> PROBLEM TO WORK ON:
Return, from the data below, each line that contains the word "them".

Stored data
%%
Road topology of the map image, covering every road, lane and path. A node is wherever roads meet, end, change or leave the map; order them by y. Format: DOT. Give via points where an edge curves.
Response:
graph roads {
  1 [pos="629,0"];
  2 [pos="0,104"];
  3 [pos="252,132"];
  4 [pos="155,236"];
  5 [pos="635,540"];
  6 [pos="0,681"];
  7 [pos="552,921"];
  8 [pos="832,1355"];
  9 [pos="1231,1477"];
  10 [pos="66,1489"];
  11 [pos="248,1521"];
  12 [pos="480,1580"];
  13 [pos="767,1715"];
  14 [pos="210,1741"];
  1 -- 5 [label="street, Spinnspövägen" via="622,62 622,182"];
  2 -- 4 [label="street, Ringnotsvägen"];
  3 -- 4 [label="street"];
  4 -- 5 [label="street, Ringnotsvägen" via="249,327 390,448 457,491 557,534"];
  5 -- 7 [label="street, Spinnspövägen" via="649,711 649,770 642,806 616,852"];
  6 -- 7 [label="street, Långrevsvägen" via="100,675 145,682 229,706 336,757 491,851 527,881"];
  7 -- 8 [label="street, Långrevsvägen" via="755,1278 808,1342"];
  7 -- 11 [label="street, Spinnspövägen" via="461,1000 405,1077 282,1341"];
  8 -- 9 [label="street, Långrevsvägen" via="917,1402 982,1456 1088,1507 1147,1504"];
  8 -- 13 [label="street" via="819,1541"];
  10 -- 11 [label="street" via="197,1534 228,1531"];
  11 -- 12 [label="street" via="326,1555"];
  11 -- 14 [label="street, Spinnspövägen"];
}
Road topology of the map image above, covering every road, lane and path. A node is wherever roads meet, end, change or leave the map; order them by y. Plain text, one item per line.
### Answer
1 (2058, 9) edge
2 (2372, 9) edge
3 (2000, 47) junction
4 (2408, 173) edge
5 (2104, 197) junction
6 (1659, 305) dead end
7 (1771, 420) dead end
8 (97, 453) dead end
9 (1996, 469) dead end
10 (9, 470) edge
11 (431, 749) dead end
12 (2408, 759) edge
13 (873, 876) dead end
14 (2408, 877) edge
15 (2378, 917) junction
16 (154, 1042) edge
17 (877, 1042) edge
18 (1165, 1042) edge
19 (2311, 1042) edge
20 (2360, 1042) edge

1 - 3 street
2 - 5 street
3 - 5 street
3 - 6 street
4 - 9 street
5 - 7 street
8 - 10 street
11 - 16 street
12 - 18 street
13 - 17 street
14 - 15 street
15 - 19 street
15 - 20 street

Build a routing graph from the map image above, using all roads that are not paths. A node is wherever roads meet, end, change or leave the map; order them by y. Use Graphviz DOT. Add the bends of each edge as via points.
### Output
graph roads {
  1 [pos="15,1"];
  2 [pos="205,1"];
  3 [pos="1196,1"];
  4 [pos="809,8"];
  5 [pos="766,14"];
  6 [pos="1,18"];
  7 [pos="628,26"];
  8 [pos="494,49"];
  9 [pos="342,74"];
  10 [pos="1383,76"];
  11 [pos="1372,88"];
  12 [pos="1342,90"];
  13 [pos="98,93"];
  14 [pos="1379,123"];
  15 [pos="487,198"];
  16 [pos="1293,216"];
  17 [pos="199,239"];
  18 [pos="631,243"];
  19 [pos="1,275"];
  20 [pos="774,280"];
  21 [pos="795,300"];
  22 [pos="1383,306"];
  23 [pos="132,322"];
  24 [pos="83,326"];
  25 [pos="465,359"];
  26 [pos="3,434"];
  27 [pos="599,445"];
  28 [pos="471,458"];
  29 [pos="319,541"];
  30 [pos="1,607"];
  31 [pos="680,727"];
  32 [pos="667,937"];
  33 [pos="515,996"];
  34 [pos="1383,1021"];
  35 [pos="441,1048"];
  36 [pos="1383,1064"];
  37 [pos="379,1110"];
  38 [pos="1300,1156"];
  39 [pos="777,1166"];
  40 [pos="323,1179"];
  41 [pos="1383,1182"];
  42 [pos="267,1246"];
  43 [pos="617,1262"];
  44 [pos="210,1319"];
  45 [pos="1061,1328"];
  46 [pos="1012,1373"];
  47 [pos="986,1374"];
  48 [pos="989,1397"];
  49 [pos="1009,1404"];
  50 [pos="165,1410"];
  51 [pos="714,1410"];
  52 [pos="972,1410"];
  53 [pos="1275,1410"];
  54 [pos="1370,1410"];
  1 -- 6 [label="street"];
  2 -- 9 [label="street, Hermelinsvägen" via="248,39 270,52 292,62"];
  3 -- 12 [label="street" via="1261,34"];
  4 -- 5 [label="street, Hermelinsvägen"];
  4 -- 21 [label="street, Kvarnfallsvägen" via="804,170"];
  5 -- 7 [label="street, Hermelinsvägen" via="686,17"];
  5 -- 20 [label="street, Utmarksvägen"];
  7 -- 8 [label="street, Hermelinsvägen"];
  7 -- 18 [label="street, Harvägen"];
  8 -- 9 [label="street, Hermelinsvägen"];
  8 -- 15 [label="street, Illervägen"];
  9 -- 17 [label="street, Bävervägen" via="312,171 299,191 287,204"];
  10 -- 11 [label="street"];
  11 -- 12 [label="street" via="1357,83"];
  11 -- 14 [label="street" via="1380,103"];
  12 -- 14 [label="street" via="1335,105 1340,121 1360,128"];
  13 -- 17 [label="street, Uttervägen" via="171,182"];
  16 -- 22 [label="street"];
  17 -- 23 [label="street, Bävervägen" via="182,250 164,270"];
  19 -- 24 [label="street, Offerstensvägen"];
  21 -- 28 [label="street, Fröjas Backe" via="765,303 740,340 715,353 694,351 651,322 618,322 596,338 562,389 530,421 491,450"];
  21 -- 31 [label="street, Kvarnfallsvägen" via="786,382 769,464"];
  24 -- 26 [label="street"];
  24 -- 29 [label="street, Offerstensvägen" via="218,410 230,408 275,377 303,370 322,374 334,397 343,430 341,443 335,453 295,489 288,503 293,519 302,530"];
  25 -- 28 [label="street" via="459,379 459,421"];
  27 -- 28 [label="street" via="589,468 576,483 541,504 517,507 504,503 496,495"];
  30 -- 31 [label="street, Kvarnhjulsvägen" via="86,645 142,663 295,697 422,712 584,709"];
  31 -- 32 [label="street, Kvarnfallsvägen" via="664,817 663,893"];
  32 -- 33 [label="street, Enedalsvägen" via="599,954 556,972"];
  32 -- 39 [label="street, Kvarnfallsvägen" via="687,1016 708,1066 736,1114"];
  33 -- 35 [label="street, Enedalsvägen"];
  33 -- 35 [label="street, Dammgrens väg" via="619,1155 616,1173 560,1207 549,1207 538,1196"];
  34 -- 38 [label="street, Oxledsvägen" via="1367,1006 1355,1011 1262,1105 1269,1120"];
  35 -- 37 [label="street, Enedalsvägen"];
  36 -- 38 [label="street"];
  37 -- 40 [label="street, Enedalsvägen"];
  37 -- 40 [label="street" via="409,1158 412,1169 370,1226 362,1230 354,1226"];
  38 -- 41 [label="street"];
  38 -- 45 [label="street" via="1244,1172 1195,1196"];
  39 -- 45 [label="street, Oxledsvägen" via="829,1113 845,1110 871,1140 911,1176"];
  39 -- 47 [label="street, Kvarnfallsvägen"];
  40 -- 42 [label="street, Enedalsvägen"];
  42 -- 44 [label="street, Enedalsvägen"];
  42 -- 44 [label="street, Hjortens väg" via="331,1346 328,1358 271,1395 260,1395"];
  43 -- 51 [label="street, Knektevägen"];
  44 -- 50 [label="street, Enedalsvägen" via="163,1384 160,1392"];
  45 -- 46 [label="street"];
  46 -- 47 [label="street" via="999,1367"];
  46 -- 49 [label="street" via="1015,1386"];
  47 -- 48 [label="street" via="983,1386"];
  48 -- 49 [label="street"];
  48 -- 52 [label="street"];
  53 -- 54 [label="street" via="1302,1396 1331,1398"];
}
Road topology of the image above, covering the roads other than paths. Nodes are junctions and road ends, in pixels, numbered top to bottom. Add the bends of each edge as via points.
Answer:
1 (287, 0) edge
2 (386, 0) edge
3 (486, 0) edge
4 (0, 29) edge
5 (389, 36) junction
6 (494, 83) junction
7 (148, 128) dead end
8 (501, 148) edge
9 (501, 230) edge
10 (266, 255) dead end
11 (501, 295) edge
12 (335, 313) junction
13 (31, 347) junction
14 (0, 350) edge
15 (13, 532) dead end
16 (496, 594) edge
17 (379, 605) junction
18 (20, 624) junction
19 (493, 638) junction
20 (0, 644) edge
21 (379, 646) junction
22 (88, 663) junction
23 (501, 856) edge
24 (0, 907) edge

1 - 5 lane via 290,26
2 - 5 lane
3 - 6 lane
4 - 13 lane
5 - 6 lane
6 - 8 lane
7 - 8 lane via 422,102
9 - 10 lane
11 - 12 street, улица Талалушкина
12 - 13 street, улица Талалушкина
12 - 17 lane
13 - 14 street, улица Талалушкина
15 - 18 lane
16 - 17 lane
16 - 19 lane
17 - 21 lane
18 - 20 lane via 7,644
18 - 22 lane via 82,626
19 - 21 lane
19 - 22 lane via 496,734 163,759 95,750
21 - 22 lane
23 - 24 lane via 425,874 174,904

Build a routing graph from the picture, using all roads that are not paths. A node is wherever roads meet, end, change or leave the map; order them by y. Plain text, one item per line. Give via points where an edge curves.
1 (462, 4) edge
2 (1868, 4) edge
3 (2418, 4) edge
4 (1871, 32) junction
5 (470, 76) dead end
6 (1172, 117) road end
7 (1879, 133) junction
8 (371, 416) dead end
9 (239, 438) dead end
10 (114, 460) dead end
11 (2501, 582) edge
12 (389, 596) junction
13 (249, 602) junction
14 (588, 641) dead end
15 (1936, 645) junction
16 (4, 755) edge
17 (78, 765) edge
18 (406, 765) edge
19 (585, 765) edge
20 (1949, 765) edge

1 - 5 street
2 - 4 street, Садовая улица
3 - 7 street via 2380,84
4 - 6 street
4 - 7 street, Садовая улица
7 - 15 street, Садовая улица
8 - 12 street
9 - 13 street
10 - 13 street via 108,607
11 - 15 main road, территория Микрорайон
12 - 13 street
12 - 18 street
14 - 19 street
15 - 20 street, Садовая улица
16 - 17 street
%%
> ANSWER BELOW:
Road topology of the map image, covering every road, lane and path. A node is wherever roads meet, end, change or leave the map; order them by y. Format: DOT. Give via points where an edge curves.
Road topology of the map image above, covering every road, lane and path. A node is wherever roads meet, end, change or leave the map; order them by y. Plain text, one item per line.
Build a routing graph from the map image above, using all roads that are not paths. A node is wherever roads meet, end, change or leave the map; order them by y. Use Graphviz DOT. Add the bends of each edge as via points.
Build a routing graph from the picture, using all roads that are not paths. A node is wherever roads meet, end, change or leave the map; order them by y. Plain text, one item per line. Give via points where an edge curves.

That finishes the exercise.